Michael (center) playing with the AYS brass ensemble at LAX in 2019.
Is there a favorite piece of music that you enjoy playing as a trombonist?
A few come to mind. Alpine Symphony and Debussy’s La Mer are great ones. Alpine Symphony has gigantic brass parts, and gorgeous sections in between. The offstage and onstage brass is awesome to play, and you can really see the scenes Strauss was depicting when you’re listening. With Debussy’s La Mer, once again you can imagine the scene Debussy sets. It’s a slow build into the last couple minutes where there’s once again huge brass parts, and the chord voicings throughout, oh, there’s nothing like it.
Do you play with any other bands or orchestras?
Yes! Here in Santa Barbara, I am a member of the Santa Barbara Trombone Society (SBTS). The SBTS is about 30 trombonists from around Santa Barbara and Ventura Counties. Prior to the pandemic, we would get together and play on Saturday mornings and then other times at local concerts or restaurants. There are also a couple other smaller groups I play with, including a trombone quartet. We just played a Veteran’s Day benefit at a drive-in theater which was a lot of fun.
Where do you see yourself as a musician 5-10 years from now?
Well, I want to be working with an orchestra. Before the pandemic hit, I was going to auditions around the country. I made it to three in-person with the last one being a couple days before lockdowns. I am confident there will be more auditions once it is safe to travel again and they are rescheduled, I had a number that were postponed or cancelled. I learned a lesson from all of the auditions I participated in, and look forward to learning more with future audition opportunities.
How do you think AYS has helped prepare you for a position in a professional orchestra?
AYS is one of the only young adult groups that has such a short turnaround for concerts, where you start a rehearsal and are playing the concert six days later.

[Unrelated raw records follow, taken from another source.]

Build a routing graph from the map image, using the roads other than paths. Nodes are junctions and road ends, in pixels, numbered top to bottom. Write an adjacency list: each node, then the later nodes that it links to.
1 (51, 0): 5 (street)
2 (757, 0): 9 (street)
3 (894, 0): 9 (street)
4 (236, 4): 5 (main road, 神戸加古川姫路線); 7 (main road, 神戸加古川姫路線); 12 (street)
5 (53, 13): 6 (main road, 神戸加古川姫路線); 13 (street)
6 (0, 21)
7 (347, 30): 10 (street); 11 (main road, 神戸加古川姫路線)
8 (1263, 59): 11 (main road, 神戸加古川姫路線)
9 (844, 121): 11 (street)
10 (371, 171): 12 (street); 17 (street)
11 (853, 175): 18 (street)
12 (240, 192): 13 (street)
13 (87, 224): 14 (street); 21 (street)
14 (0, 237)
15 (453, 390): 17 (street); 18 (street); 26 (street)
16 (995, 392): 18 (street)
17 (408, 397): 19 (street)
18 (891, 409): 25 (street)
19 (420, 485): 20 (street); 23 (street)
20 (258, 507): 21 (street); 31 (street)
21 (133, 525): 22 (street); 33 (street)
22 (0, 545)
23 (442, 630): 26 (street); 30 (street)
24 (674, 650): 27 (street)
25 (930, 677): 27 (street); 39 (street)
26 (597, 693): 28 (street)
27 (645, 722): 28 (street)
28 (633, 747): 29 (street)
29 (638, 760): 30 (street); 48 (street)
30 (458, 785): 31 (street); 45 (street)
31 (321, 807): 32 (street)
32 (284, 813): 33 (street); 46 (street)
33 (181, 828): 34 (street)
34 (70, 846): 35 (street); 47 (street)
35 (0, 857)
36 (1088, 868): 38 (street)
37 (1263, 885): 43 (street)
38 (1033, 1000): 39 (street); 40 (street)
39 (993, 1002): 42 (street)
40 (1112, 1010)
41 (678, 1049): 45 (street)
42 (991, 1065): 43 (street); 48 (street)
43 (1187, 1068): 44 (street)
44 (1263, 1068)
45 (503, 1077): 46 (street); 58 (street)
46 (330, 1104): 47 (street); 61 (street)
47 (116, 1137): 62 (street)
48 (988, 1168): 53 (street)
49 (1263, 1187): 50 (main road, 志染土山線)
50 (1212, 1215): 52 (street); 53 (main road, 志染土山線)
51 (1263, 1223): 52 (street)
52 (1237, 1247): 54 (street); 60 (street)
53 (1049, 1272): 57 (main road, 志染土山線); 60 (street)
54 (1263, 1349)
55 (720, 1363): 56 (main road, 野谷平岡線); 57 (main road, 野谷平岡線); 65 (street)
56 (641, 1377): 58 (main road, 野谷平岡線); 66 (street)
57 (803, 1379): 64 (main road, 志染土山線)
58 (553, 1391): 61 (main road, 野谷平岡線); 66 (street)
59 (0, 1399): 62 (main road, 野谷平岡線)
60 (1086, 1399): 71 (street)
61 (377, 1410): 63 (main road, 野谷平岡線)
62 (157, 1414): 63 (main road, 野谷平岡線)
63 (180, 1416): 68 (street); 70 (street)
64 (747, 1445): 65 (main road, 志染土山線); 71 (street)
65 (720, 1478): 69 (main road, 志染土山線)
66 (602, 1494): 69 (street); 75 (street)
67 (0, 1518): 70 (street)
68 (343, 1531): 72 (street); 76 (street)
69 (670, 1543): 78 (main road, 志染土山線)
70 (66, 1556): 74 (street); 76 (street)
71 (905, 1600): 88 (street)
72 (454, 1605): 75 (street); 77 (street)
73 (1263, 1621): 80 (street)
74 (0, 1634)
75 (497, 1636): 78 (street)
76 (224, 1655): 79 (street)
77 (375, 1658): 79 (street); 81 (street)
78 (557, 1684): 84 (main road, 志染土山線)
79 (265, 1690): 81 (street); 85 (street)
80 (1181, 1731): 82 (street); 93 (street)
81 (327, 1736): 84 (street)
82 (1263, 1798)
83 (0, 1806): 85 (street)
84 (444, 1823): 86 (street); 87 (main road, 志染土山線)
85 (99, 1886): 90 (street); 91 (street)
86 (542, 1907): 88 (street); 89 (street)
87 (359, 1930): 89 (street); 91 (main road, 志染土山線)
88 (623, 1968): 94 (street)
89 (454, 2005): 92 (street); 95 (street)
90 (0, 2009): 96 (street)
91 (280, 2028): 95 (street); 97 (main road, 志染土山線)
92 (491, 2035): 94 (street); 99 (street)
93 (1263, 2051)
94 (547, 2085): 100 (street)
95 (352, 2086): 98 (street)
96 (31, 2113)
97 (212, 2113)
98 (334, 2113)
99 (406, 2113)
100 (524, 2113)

That, as far as I know, parallels how professional orchestras work. You get the pieces that you will play at the beginning of the season, but you don’t actually start rehearsing with the group until the week of. And in the rehearsals, there is not a whole lot of time to play your parts over and over again. So, you have to learn to get it right quickly and consistently.
How has the pandemic affected you as a musician?
Well, my work was cut quite a bit because we couldn’t do things in person. I had a gig playing with Idyllwild Arts Academy that doesn’t happen anymore. Trombone quartet gigs have been cancelled, but we’ve figured out ways to do that distanced. I was mainly getting prepared for auditions prior to COVID-19, so a big part of my situation is that those auditions were cancelled. I am hopeful that people will be able to continue on the audition circuit and find employment once in-person activities resume.
Are there any other interesting projects you’ve been involved in during quarantine?
I played in a few split-screen recordings of my friend’s arrangements. I also started my own project on instagram called @FirstTakeQuartets, where I record each part of a quartet myself and restrict myself to use my first take for the final video. It’s sort of a way to try to get used to how the commercial recording industry works, where you often only get one shot, and then you move on to the next piece.
Michael Dolin is the Principal Trombone of the American Youth Symphony in Los Angeles, California, a position he has held since 2016. His playing experience includes performances with Orchestra Santa Monica and YMF Debut Chamber Orchestra, as well as Steve Vai, Derek Smalls of Spinal Tap, and a variety of jazz and rock ensembles. He has been a participant in the Eastern Music Festival, Third Coast Trombone Retreat, and was accepted to the 2020 Aspen Music Festival and School with scholarship for doubling on euphonium. Preceding shutdowns due to covid-19, Michael was actively auditioning for orchestras around the United States, and advanced in all three of the auditions he attended in the previous ten months. Dolin can be heard on the first four tracks of the 2013 album “Erich Zeisl” by UCLA Philharmonia, Neal Stulburg on Yarlung Records and the album “Poems and Prayers” (2014) by Mohammed Fairouz on Sono Luminus.